Saturday morning. The penultimate day of the Toronto International Film Festival. 35 movies down, 10 to go. The weather app predicts thunderstorms on a day of outdoor line-ups. Time for the inconveniently large umbrella and some more capsule reviews.

Death in Sarajevo (Bosnia and Herzegovina, Danis Tanovic, 3.5) A failing hotel heads for a strike as it prepares to host an EU commemoration of the Franz Ferdinand assassination centenary. Ensemble political drama portrays the Balkan conflict as not resolved, but latent, behind a crumbling facade.

This is a prime example of what I think of as a festival movie--something I’m glad to see as part of a slate of films, but that I might not want to arrange an evening around.

Barakah Meets Barakah (Saudi Arabia, Mahmoud Sabbagh, 4) Naive municipal inspector falls for fiery Instagram star--but love isn’t easy when any date can be raided by the religious police. It’s hard to imagine a more fitting protest against the fundamentalist constriction of ordinary Saudi Arabian life than a funny, charming romantic.

That means, of all the films I’ve seen so far at the fest, the one most likely to get the filmmaker in trouble is a rom-com.

Blind Sun (Greece, Joyce A. Nashawati, 2) I'm a near future where a water shortage is pushing Greece back in police state condition, a man engaged to guard a rich family’s villa slowly loses it. Monotonous Antonioni pastiche.

So that’s twice this fest I talked myself into seeing essentially the same dud film. Without Name is “what if Ben Wheatley remade The Tenant”? and this is “what if Antonioni remade The Tenant”? Note to future self: avoid scheduling anything that might be The Tenant as if remade by anybody.

The Patriarch (New Zealand, Lee Tamahori, 3.5) In 50s New Zealand the head of a prosperous Maori sheep-shearing family (Temeura Morrison) butts heads with his smart, questioning teen grandson.

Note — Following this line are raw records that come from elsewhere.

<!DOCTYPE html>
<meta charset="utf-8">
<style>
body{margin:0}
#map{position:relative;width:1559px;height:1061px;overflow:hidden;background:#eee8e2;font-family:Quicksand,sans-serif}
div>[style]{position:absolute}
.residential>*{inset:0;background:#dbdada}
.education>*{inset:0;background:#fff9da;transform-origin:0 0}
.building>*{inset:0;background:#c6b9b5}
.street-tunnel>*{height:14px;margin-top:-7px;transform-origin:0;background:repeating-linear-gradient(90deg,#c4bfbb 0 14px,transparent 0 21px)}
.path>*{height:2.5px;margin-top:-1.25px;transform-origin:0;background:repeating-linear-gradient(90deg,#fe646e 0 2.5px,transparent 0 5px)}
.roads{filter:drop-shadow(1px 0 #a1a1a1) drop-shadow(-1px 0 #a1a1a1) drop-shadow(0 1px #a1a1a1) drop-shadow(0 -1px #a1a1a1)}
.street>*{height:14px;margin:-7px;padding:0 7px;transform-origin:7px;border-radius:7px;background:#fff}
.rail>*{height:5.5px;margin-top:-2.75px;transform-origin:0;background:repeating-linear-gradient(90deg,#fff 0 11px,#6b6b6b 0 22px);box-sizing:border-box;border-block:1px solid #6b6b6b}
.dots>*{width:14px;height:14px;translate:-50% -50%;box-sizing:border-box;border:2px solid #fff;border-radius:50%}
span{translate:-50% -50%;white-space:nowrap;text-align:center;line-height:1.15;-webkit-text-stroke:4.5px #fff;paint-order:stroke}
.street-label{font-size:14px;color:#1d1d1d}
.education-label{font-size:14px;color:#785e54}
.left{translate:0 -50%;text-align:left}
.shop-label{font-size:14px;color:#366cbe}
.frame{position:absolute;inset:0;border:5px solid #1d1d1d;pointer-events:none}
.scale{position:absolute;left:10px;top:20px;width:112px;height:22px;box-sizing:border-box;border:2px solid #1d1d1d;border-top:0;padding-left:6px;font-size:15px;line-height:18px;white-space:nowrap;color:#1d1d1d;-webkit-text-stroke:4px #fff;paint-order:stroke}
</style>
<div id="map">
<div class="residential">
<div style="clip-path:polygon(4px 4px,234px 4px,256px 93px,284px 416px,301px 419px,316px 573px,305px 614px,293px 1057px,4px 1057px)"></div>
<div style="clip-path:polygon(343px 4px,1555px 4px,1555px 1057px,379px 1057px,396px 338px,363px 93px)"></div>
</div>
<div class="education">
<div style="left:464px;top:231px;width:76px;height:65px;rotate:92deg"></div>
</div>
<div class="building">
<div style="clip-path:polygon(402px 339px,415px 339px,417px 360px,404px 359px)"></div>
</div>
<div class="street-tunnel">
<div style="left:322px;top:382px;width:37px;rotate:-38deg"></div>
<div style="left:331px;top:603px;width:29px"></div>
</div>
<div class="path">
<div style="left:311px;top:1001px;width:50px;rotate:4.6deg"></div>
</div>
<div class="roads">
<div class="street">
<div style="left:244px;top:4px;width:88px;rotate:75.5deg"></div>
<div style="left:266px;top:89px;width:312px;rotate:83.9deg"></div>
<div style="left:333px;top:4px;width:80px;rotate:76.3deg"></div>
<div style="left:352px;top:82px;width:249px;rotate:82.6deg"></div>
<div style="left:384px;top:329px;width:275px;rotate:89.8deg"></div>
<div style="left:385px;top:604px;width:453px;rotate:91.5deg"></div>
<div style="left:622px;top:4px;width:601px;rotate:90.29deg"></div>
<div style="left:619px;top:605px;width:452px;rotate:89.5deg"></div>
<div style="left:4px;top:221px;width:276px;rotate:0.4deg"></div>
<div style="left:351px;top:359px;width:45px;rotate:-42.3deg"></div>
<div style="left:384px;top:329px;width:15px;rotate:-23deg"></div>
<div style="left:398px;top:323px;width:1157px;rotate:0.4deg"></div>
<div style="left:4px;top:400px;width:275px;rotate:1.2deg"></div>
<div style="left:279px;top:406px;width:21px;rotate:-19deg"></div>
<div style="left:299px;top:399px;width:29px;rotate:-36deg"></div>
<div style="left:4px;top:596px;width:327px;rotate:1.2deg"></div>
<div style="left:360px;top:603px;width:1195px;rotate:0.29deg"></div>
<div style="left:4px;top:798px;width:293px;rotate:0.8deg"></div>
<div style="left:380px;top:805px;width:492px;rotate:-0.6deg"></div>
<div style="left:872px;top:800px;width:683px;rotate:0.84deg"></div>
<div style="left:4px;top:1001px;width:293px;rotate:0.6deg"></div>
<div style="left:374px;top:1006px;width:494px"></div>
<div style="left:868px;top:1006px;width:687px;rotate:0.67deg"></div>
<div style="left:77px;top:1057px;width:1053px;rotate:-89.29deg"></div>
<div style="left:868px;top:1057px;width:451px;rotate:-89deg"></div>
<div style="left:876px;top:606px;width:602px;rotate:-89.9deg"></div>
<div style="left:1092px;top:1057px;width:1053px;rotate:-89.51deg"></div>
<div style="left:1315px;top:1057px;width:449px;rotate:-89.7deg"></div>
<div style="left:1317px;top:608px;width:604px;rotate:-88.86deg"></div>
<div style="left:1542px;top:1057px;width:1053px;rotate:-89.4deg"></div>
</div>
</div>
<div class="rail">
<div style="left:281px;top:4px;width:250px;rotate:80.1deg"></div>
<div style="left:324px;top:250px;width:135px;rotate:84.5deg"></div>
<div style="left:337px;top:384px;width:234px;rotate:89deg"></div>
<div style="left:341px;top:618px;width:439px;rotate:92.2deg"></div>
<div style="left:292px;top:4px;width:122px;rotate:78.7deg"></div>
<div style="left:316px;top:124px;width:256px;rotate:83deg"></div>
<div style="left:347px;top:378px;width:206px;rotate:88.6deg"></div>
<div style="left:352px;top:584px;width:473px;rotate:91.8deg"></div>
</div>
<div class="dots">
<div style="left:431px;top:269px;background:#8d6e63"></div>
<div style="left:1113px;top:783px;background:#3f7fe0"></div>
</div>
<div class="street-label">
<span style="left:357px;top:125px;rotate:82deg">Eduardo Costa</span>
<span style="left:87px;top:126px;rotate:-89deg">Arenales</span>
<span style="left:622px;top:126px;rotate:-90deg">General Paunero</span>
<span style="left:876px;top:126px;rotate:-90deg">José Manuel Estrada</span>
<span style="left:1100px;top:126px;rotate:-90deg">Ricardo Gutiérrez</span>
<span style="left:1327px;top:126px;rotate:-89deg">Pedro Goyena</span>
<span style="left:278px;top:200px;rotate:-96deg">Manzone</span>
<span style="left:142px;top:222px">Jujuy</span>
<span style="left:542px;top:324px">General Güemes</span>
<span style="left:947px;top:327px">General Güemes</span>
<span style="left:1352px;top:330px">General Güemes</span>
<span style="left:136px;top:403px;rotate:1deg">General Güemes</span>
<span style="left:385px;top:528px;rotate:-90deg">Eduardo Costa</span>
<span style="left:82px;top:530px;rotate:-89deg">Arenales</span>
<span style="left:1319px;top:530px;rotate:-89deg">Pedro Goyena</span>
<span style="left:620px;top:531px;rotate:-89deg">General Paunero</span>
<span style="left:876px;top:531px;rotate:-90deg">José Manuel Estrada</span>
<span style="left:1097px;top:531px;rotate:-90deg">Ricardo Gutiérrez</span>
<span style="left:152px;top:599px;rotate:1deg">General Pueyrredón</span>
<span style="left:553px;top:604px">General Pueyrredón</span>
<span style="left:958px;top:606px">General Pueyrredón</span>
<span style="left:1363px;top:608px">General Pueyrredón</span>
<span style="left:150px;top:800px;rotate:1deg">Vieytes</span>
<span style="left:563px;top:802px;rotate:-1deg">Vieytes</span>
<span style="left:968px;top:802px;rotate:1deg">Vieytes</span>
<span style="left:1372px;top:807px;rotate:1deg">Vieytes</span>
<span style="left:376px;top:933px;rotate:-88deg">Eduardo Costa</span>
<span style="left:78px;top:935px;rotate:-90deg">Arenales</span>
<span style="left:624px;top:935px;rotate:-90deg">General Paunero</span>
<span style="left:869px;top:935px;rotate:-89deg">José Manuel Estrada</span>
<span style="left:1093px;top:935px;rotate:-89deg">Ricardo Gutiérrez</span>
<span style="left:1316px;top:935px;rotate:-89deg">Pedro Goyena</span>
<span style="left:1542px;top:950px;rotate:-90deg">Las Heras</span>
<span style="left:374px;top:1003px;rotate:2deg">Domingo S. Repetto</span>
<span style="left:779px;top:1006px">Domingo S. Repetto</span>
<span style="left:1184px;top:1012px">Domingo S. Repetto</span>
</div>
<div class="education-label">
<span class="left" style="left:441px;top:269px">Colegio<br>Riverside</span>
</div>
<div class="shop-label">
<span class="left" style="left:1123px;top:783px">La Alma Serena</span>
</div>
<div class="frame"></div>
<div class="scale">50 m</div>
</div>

Masterfully summons the sweep of fifties and sixties CinemaScope epics--though unfortunately the comparison extends to some extremely on-the-nose dialogue in the climactic dramatic confrontations.

Definitely eclipses all of cinema history’s previous sheep shearing competition sequences.

The Age of Shadows (South Korea, Kim Jee woon, 4) During the Japanese occupation of Korea, a collaborating police captain (Song Kang-Ho) plays a double game while hunting the resistance. Assured blend of action, Hitchcockian spy suspense, and drama of conflicted loyalties from the director of The Good, The Bad and the Weird.

Capsule review boilerplate: Ratings are out of 5. I’ll be collecting these reviews in order of preference in a master post the Monday after the fest. Films shown on the festival circuit will appear in theaters, disc and/or streaming over the next year plus. If you’ve heard of a film showing at TIFF, I’m probably waiting to see it during its upcoming conventional release, instead favoring choices that don’t have distribution and might not reappear.